The data: Begin

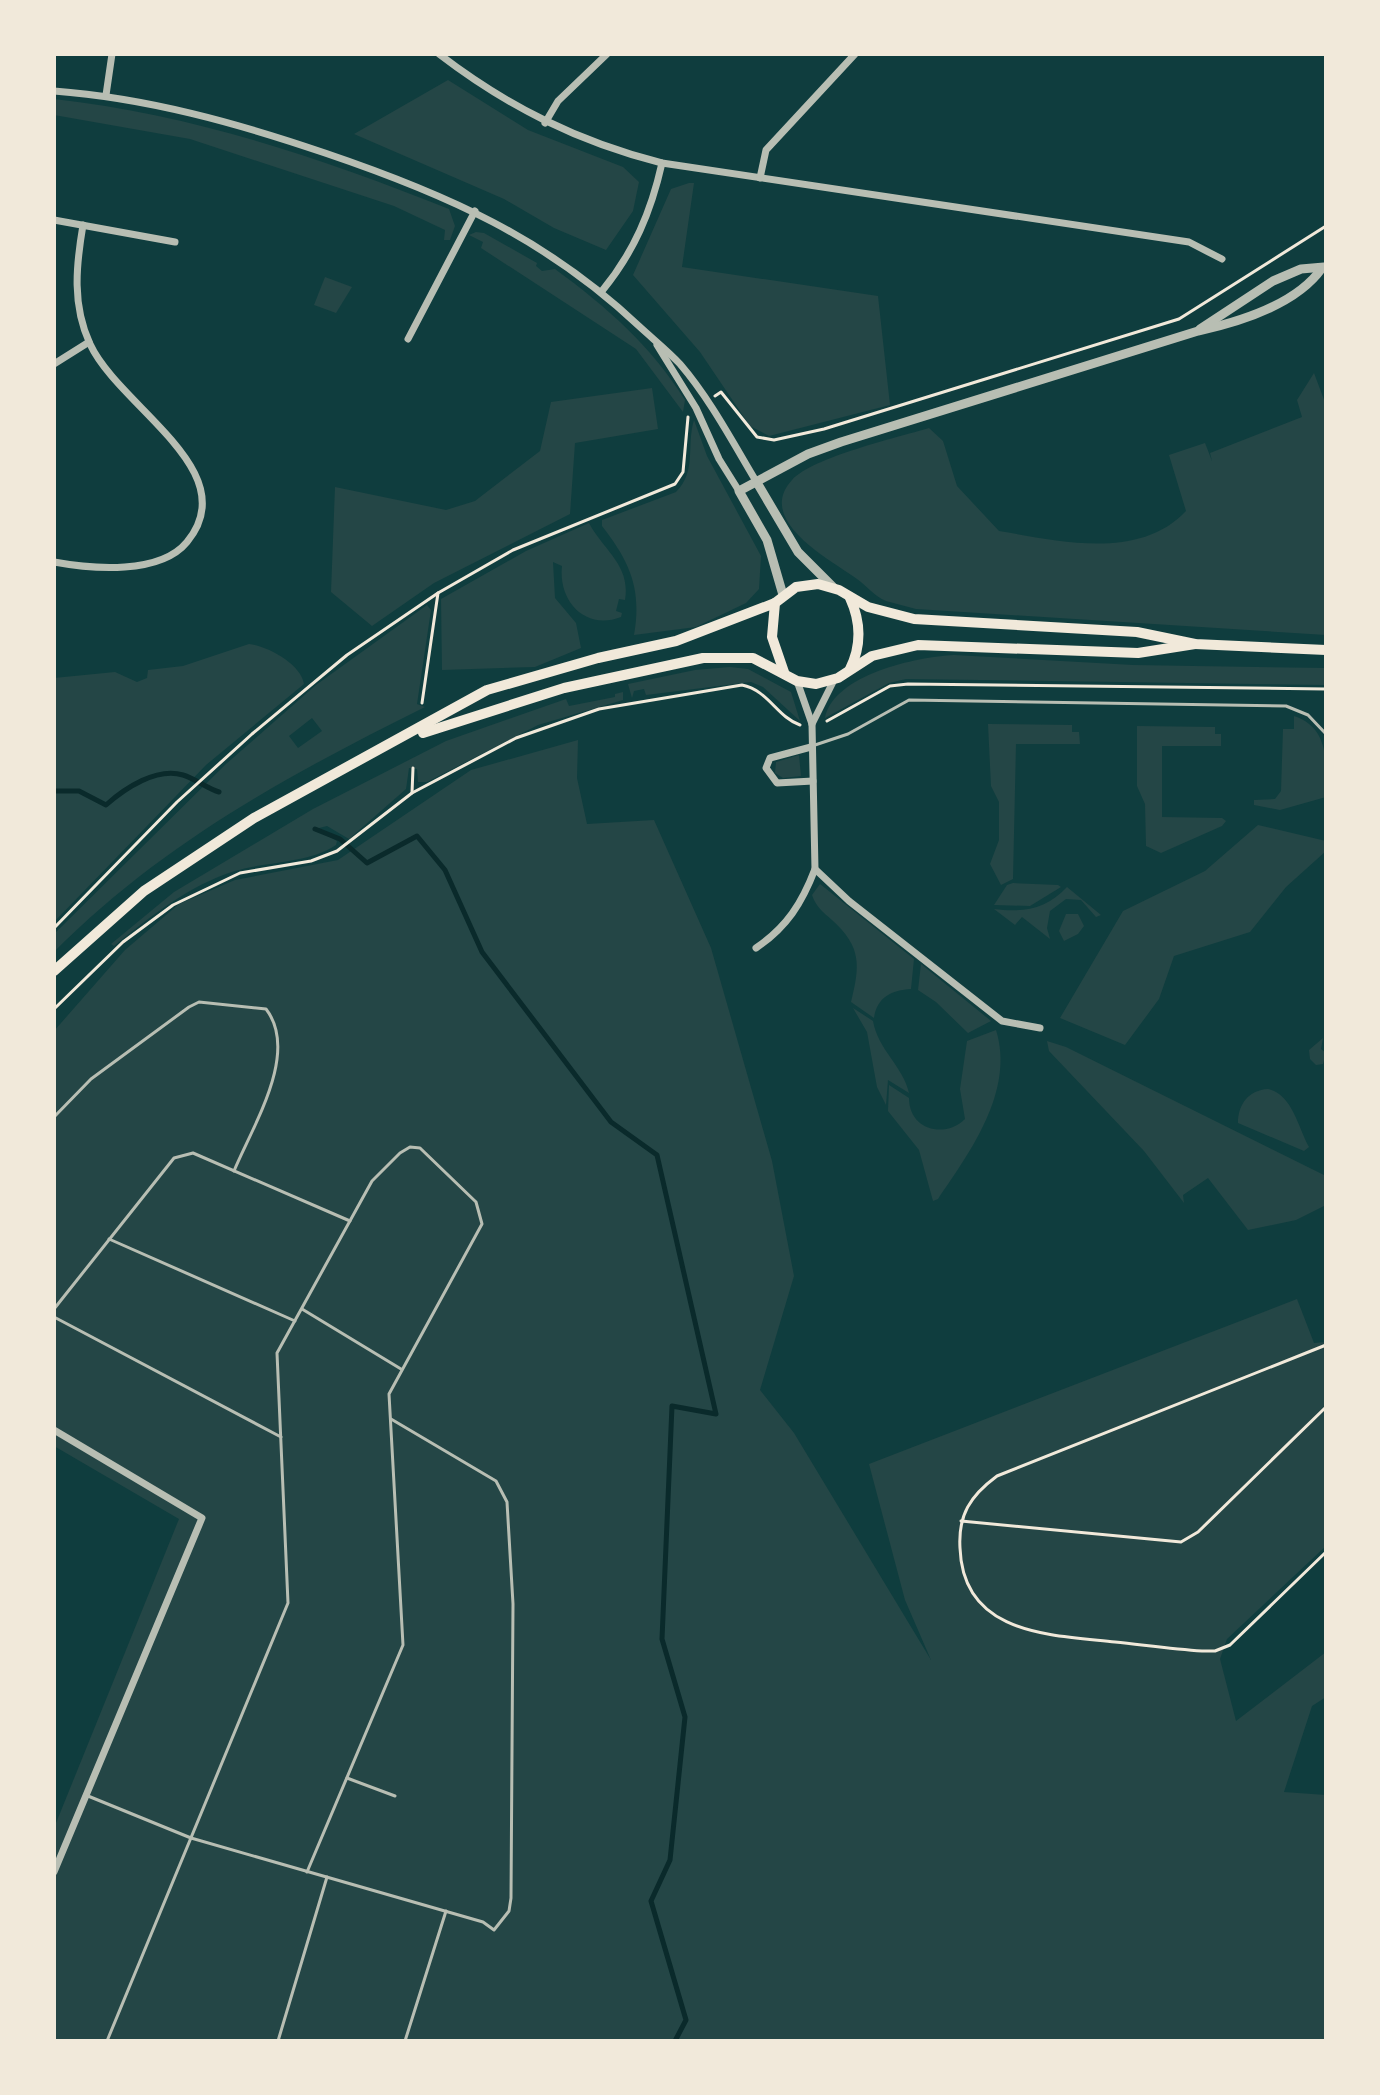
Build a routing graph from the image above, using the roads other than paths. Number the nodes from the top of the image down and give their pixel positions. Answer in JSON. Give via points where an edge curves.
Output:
{"nodes":[{"id":1,"x":112,"y":54,"type":"edge"},
{"id":2,"x":439,"y":54,"type":"edge"},
{"id":3,"x":607,"y":54,"type":"edge"},
{"id":4,"x":855,"y":54,"type":"edge"},
{"id":5,"x":54,"y":91,"type":"edge"},
{"id":6,"x":106,"y":95,"type":"junction"},
{"id":7,"x":545,"y":123,"type":"junction"},
{"id":8,"x":662,"y":163,"type":"junction"},
{"id":9,"x":760,"y":178,"type":"junction"},
{"id":10,"x":475,"y":211,"type":"junction"},
{"id":11,"x":54,"y":220,"type":"edge"},
{"id":12,"x":83,"y":225,"type":"junction"},
{"id":13,"x":175,"y":242,"type":"dead end"},
{"id":14,"x":1222,"y":259,"type":"dead end"},
{"id":15,"x":1324,"y":267,"type":"edge"},
{"id":16,"x":602,"y":291,"type":"junction"},
{"id":17,"x":1198,"y":331,"type":"junction"},
{"id":18,"x":408,"y":339,"type":"dead end"},
{"id":19,"x":654,"y":340,"type":"junction"},
{"id":20,"x":89,"y":342,"type":"junction"},
{"id":21,"x":54,"y":364,"type":"edge"},
{"id":22,"x":756,"y":481,"type":"junction"},
{"id":23,"x":739,"y":491,"type":"junction"},
{"id":24,"x":54,"y":562,"type":"edge"},
{"id":25,"x":833,"y":587,"type":"junction"},
{"id":26,"x":850,"y":598,"type":"junction"},
{"id":27,"x":779,"y":599,"type":"junction"},
{"id":28,"x":1195,"y":644,"type":"junction"},
{"id":29,"x":1326,"y":650,"type":"edge"},
{"id":30,"x":848,"y":671,"type":"junction"},
{"id":31,"x":785,"y":674,"type":"junction"},
{"id":32,"x":834,"y":680,"type":"junction"},
{"id":33,"x":797,"y":681,"type":"junction"},
{"id":34,"x":812,"y":724,"type":"junction"},
{"id":35,"x":1326,"y":734,"type":"edge"},
{"id":36,"x":404,"y":739,"type":"junction"},
{"id":37,"x":811,"y":747,"type":"junction"},
{"id":38,"x":813,"y":781,"type":"junction"},
{"id":39,"x":815,"y":869,"type":"junction"},
{"id":40,"x":756,"y":948,"type":"dead end"},
{"id":41,"x":54,"y":971,"type":"edge"},
{"id":42,"x":1040,"y":1028,"type":"dead end"},
{"id":43,"x":54,"y":1117,"type":"edge"},
{"id":44,"x":234,"y":1171,"type":"junction"},
{"id":45,"x":350,"y":1221,"type":"junction"},
{"id":46,"x":109,"y":1239,"type":"junction"},
{"id":47,"x":54,"y":1309,"type":"edge"},
{"id":48,"x":302,"y":1309,"type":"junction"},
{"id":49,"x":54,"y":1317,"type":"edge"},
{"id":50,"x":295,"y":1321,"type":"junction"},
{"id":51,"x":401,"y":1369,"type":"junction"},
{"id":52,"x":391,"y":1419,"type":"junction"},
{"id":53,"x":54,"y":1430,"type":"edge"},
{"id":54,"x":281,"y":1437,"type":"junction"},
{"id":55,"x":347,"y":1778,"type":"junction"},
{"id":56,"x":86,"y":1795,"type":"junction"},
{"id":57,"x":395,"y":1796,"type":"dead end"},
{"id":58,"x":191,"y":1838,"type":"junction"},
{"id":59,"x":54,"y":1872,"type":"edge"},
{"id":60,"x":307,"y":1872,"type":"junction"},
{"id":61,"x":327,"y":1877,"type":"junction"},
{"id":62,"x":446,"y":1911,"type":"junction"},
{"id":63,"x":107,"y":2041,"type":"edge"},
{"id":64,"x":278,"y":2041,"type":"edge"},
{"id":65,"x":405,"y":2041,"type":"edge"}],
"edges":[{"from":1,"to":6,"type":"street"},
{"from":2,"to":7,"type":"street"},
{"from":3,"to":7,"type":"street","via":[[558,101]]},
{"from":4,"to":9,"type":"street","via":[[766,150]]},
{"from":5,"to":6,"type":"street"},
{"from":6,"to":10,"type":"street","via":[[287,140]]},
{"from":7,"to":8,"type":"street","via":[[617,152]]},
{"from":8,"to":9,"type":"street"},
{"from":8,"to":16,"type":"street","via":[[651,209],[632,249]]},
{"from":9,"to":14,"type":"street","via":[[1189,242]]},
{"from":10,"to":16,"type":"street","via":[[544,249]]},
{"from":10,"to":18,"type":"street"},
{"from":11,"to":12,"type":"street"},
{"from":12,"to":13,"type":"street"},
{"from":12,"to":20,"type":"street","via":[[76,292]]},
{"from":15,"to":17,"type":"street","via":[[1301,269],[1273,281]]},
{"from":15,"to":17,"type":"street","via":[[1313,280],[1269,306],[1233,324]]},
{"from":16,"to":19,"type":"street"},
{"from":17,"to":22,"type":"street","via":[[841,442]]},
{"from":19,"to":22,"type":"street","via":[[708,401]]},
{"from":19,"to":23,"type":"street"},
{"from":20,"to":21,"type":"street"},
{"from":20,"to":24,"type":"street","via":[[120,390],[190,461],[200,480],[204,510],[198,529],[169,556],[121,566]]},
{"from":22,"to":23,"type":"street"},
{"from":22,"to":25,"type":"street","via":[[798,552]]},
{"from":23,"to":27,"type":"street","via":[[767,540]]},
{"from":25,"to":26,"type":"main road"},
{"from":25,"to":27,"type":"main road","via":[[803,585]]},
{"from":26,"to":28,"type":"main road","via":[[914,619],[1137,632]]},
{"from":26,"to":30,"type":"main road","via":[[859,636]]},
{"from":27,"to":31,"type":"main road","via":[[773,644]]},
{"from":27,"to":36,"type":"main road","via":[[676,641],[487,690]]},
{"from":28,"to":29,"type":"main road"},
{"from":28,"to":30,"type":"main road","via":[[1138,653],[918,645],[872,656]]},
{"from":30,"to":32,"type":"main road"},
{"from":31,"to":33,"type":"main road"},
{"from":31,"to":36,"type":"main road","via":[[753,658],[703,658],[564,688]]},
{"from":32,"to":33,"type":"main road"},
{"from":32,"to":34,"type":"street"},
{"from":33,"to":34,"type":"street"},
{"from":34,"to":37,"type":"street"},
{"from":35,"to":37,"type":"lane","via":[[1308,715],[1286,706],[909,700],[848,734]]},
{"from":36,"to":41,"type":"main road","via":[[290,797],[183,864],[110,918]]},
{"from":37,"to":38,"type":"street"},
{"from":37,"to":38,"type":"street","via":[[770,758],[766,768],[777,783]]},
{"from":38,"to":39,"type":"street"},
{"from":39,"to":40,"type":"street","via":[[786,924]]},
{"from":39,"to":42,"type":"street","via":[[1002,1021]]},
{"from":43,"to":44,"type":"lane","via":[[91,1079],[189,1007],[199,1002],[266,1009],[276,1021],[277,1058]]},
{"from":44,"to":45,"type":"lane"},
{"from":44,"to":46,"type":"lane","via":[[193,1153],[174,1158]]},
{"from":45,"to":48,"type":"lane"},
{"from":45,"to":51,"type":"lane","via":[[372,1181],[410,1147],[428,1153],[482,1213],[476,1239]]},
{"from":46,"to":47,"type":"lane"},
{"from":46,"to":50,"type":"lane"},
{"from":48,"to":50,"type":"lane"},
{"from":48,"to":51,"type":"lane"},
{"from":49,"to":54,"type":"lane"},
{"from":50,"to":54,"type":"lane","via":[[277,1353]]},
{"from":51,"to":52,"type":"lane","via":[[389,1394]]},
{"from":52,"to":55,"type":"lane","via":[[403,1645]]},
{"from":52,"to":62,"type":"lane","via":[[496,1481],[507,1502],[513,1604],[511,1898],[509,1911],[494,1930]]},
{"from":53,"to":56,"type":"street","via":[[202,1518]]},
{"from":54,"to":58,"type":"lane","via":[[288,1603]]},
{"from":55,"to":57,"type":"lane"},
{"from":55,"to":60,"type":"lane"},
{"from":56,"to":58,"type":"lane"},
{"from":56,"to":59,"type":"street"},
{"from":58,"to":60,"type":"lane"},
{"from":58,"to":63,"type":"lane"},
{"from":60,"to":61,"type":"lane"},
{"from":61,"to":62,"type":"lane"},
{"from":61,"to":64,"type":"lane"},
{"from":62,"to":65,"type":"lane"}]}
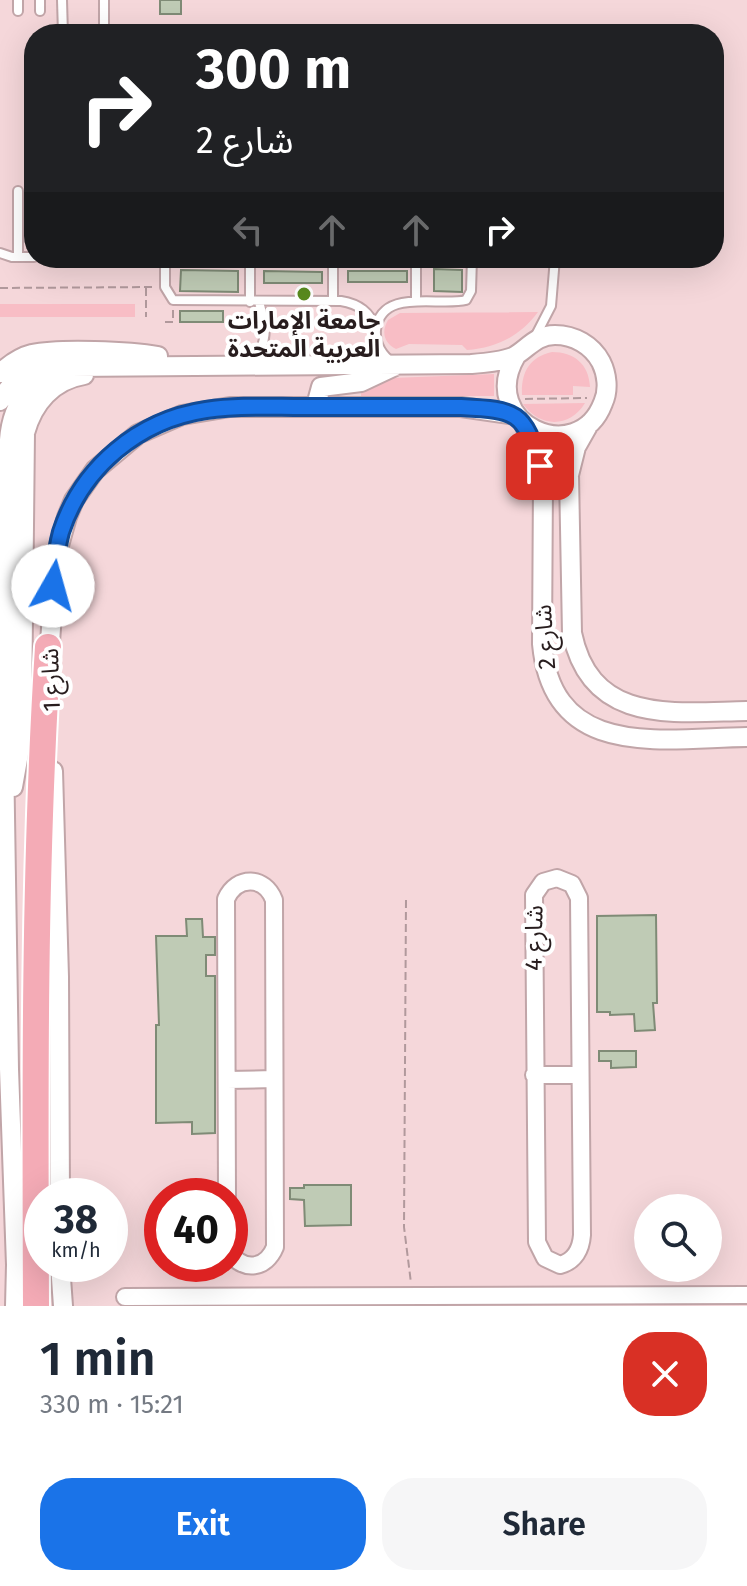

The data: End

Exercise:
How many of the lines above contain "nodes"? Give the number by itself.

Exercise result:
2